> PROBLEM TO SOLVE: Exact transcript, pictures excluded: write out every record below.

> DATA SUPPLIED:
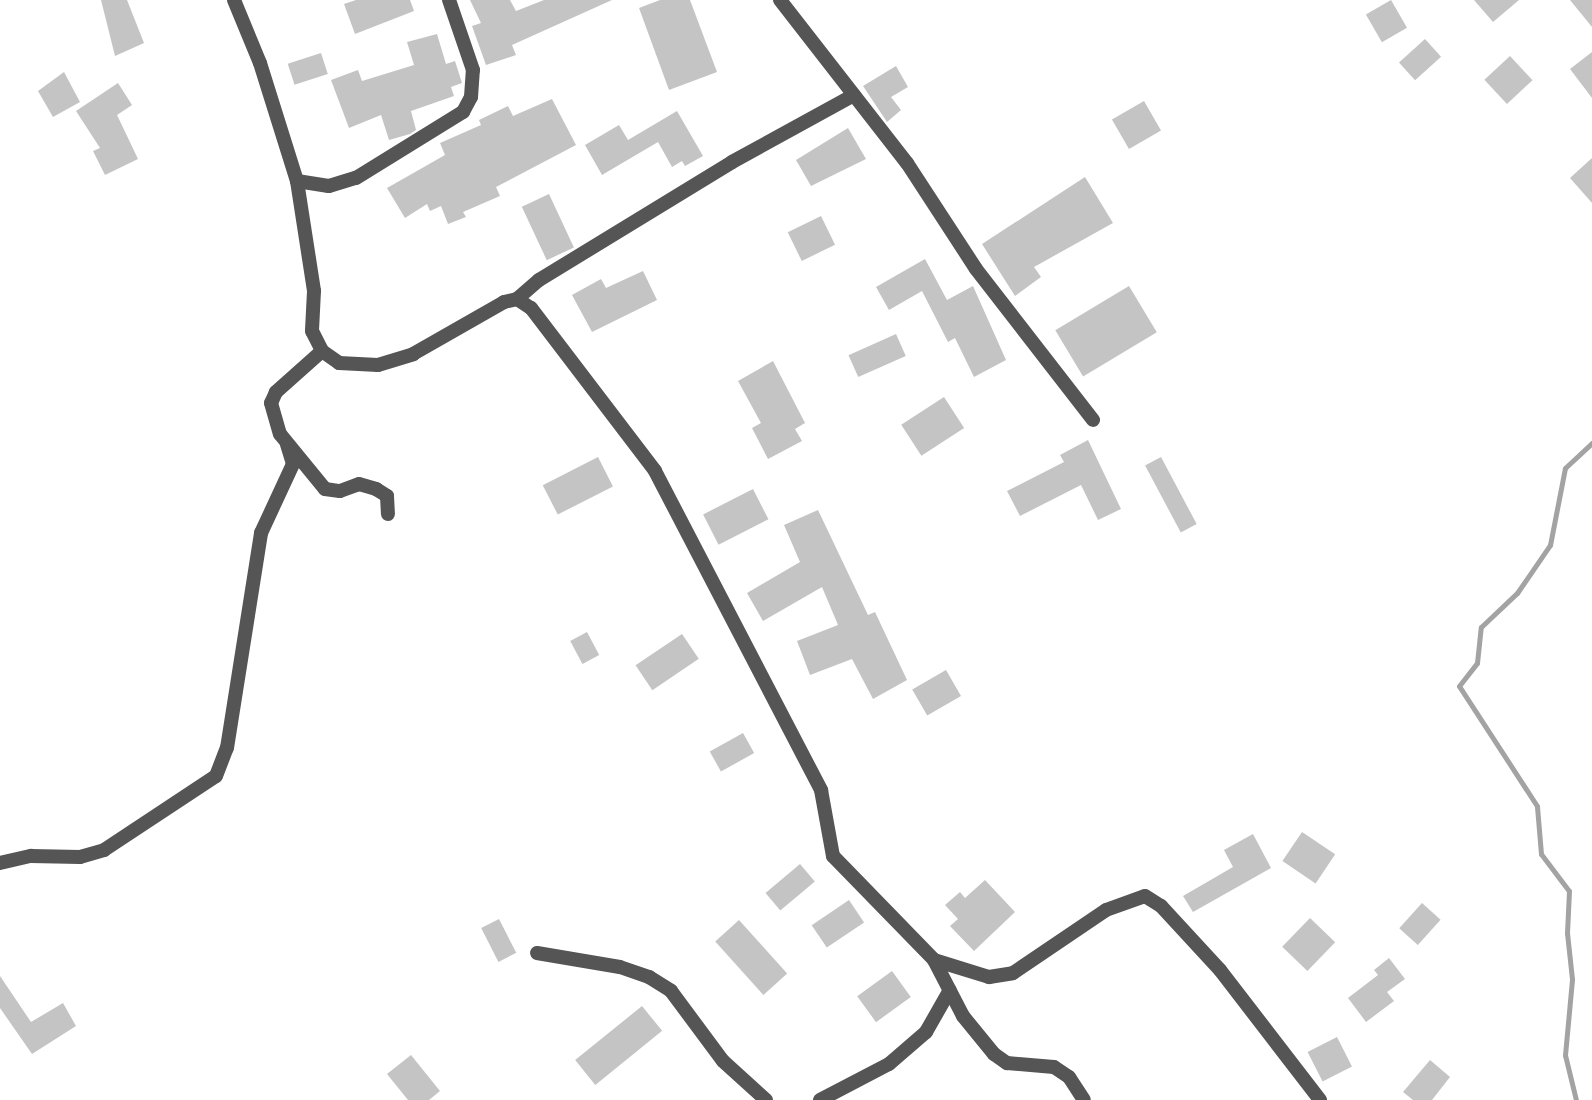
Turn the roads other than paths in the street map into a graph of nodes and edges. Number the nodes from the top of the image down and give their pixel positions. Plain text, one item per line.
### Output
1 (234, 0) edge
2 (449, 0) edge
3 (780, 0) edge
4 (854, 95) junction
5 (296, 181) junction
6 (517, 299) junction
7 (322, 351) junction
8 (1093, 420) dead end
9 (287, 444) junction
10 (388, 514) dead end
11 (0, 863) edge
12 (537, 953) dead end
13 (934, 960) junction
14 (950, 990) junction
15 (766, 1100) edge
16 (820, 1100) edge
17 (1084, 1100) edge
18 (1320, 1100) edge

1 - 5 street
2 - 5 street
3 - 4 street
4 - 6 street
4 - 8 street
5 - 7 street
6 - 7 street
6 - 13 street
7 - 9 street
9 - 10 street
9 - 11 street
12 - 15 street
13 - 14 street
13 - 18 street
14 - 16 street
14 - 17 street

> OUTPUT OF THE TASK:
Turn the roads other than paths in the street map into a graph of nodes and edges. Number the nodes from the top of the image down and give their pixel positions. Plain text, one item per line.
### Output
1 (234, 0) edge
2 (449, 0) edge
3 (780, 0) edge
4 (854, 95) junction
5 (296, 181) junction
6 (517, 299) junction
7 (322, 351) junction
8 (1093, 420) dead end
9 (287, 444) junction
10 (388, 514) dead end
11 (0, 863) edge
12 (537, 953) dead end
13 (934, 960) junction
14 (950, 990) junction
15 (766, 1100) edge
16 (820, 1100) edge
17 (1084, 1100) edge
18 (1320, 1100) edge

1 - 5 street
2 - 5 street
3 - 4 street
4 - 6 street
4 - 8 street
5 - 7 street
6 - 7 street
6 - 13 street
7 - 9 street
9 - 10 street
9 - 11 street
12 - 15 street
13 - 14 street
13 - 18 street
14 - 16 street
14 - 17 street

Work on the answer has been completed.